La muchacha llevaba consigo una bolsa de algodón hecha a mano, regalo por su décimo cumpleaños. En la tela estaban bordadas ranitas verdes con flores y, en una esquina, una graciosa abeja. Dao procuraba avanzar entre los ancianos sin empujarlos. Se colocó en la fila detrás de una mujer robusta, frente a la cual dos hombres murmuraban entre sí.
—La tía Chi dijo que había soldados en la capital —susurraban.
—¿De veras? ¿Por qué? —preguntó el otro.
Dao estiró el cuello y aguzó el oído para oír mejor.
—Dicen que esa nueva emperatriz quiere abrirse paso hasta nuestros puertos.
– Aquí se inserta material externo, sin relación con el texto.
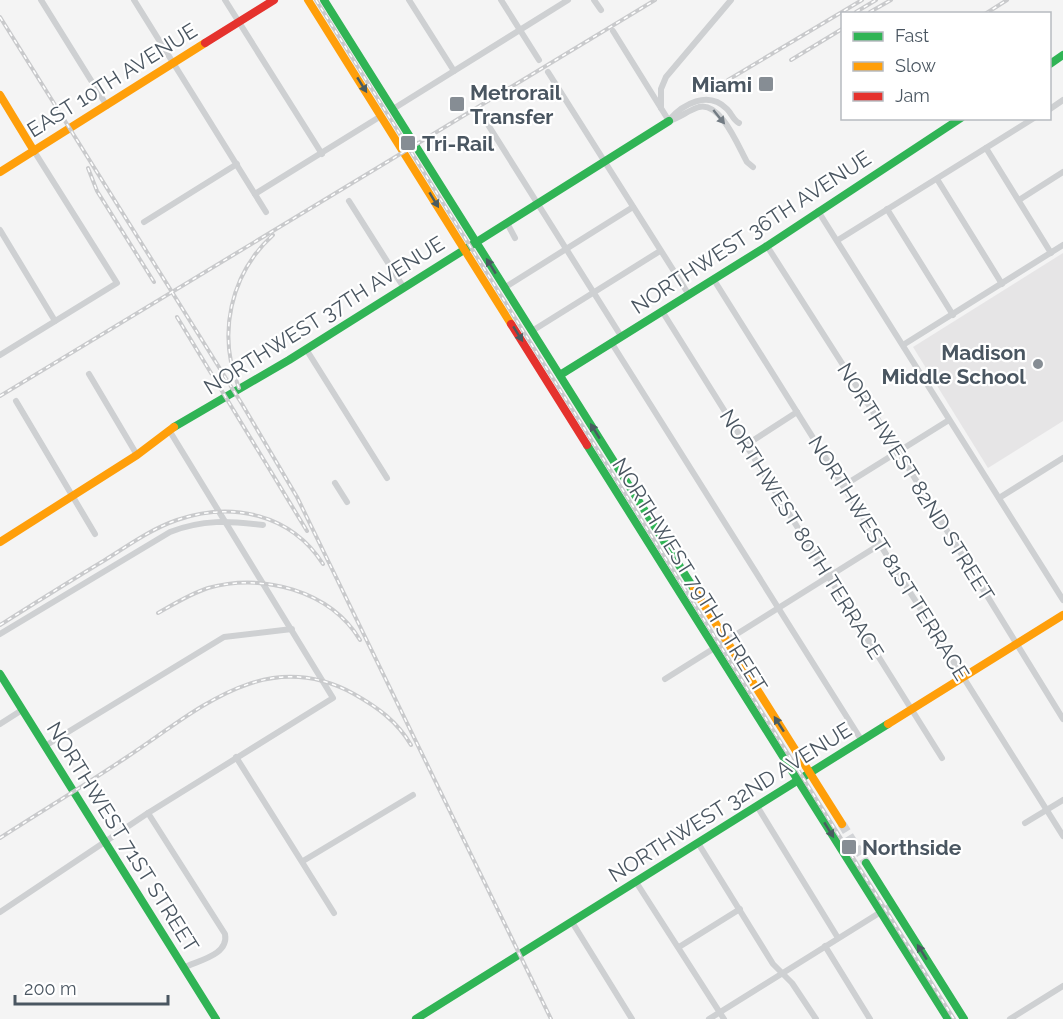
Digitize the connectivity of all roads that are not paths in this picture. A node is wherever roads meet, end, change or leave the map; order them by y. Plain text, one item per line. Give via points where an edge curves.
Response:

Necesita una salida al océano y al mar.
—¿Y qué tienen de malo los puertos de los Halcones? —cruzó los brazos el compañero—. Pero claro, ella pone los ojos en nosotros.
—¡A los Halcones da miedo enfrentarse! —levantó un dedo el primero—. Son el centro militar, un país avanzado en ese ámbito…
—Pero al mismo tiempo, los Halcones mantienen proyectos científicos conjuntos con los Dragones. O sea, son aliados.
—Malditos bastardos… Se rodearon de aliados —escupió con fastidio—. ¿Y la Grulla?
—Al parecer siguen neutrales, pero bajo la presión de Dragones y Halcones podrían abrirles paso hacia nosotros —se encogió de hombros.
—¡Oiga! —gritó la mujer robusta delante de Dao—. Váyanse a charlar a otra parte. Aquí la gente espera por los tomates.
Los hombres se encogieron, pero finalmente se apartaron hacia la pared de la tienda, continuando su encendido debate. Dao los miró apenas de reojo, intrigada por la conversación.
Cada país tenía su sobrenombre alternativo, formado según su región, características de sus habitantes o ubicación. A Hak Ek Quoc lo llamaban la Rana Negra, por la abundancia de criaturas acuáticas, pantanos, ríos y su salida al océano mundial. Gracias a ello, los barcos llevaban productos marinos a países como Shakhbalig, Suvarnaga e Ibexia. Una lista breve, pues la mayoría prefería Aurelia o Yukicho, alegando que allí el pescado era de mejor calidad. Quizá, por la gran cantidad de pantanos, algunos países temían que los productos no fueran frescos, así que…
—¡Siguiente!
Dao salió de sus pensamientos, olvidando por completo qué hacía allí. Sacudió la cabeza y recordó:
—Tres tomates, por favor —juntó las manos, esperando.
La mujer morena asintió, tomó una pequeña red rosada y, contando, colocó los tomates dentro. Pronunció el precio alzando la bolsa. Dao pagó, guardó los tomates con cuidado en su bolsa y siguió caminando.
En los postes, sobre los que colgaban faroles, ya estaban pegadas las últimas noticias sobre la guerra de Tay’shen contra Jiang’hu. En general, allí siempre aparecían anuncios: venta de miel, leña, carne o casas.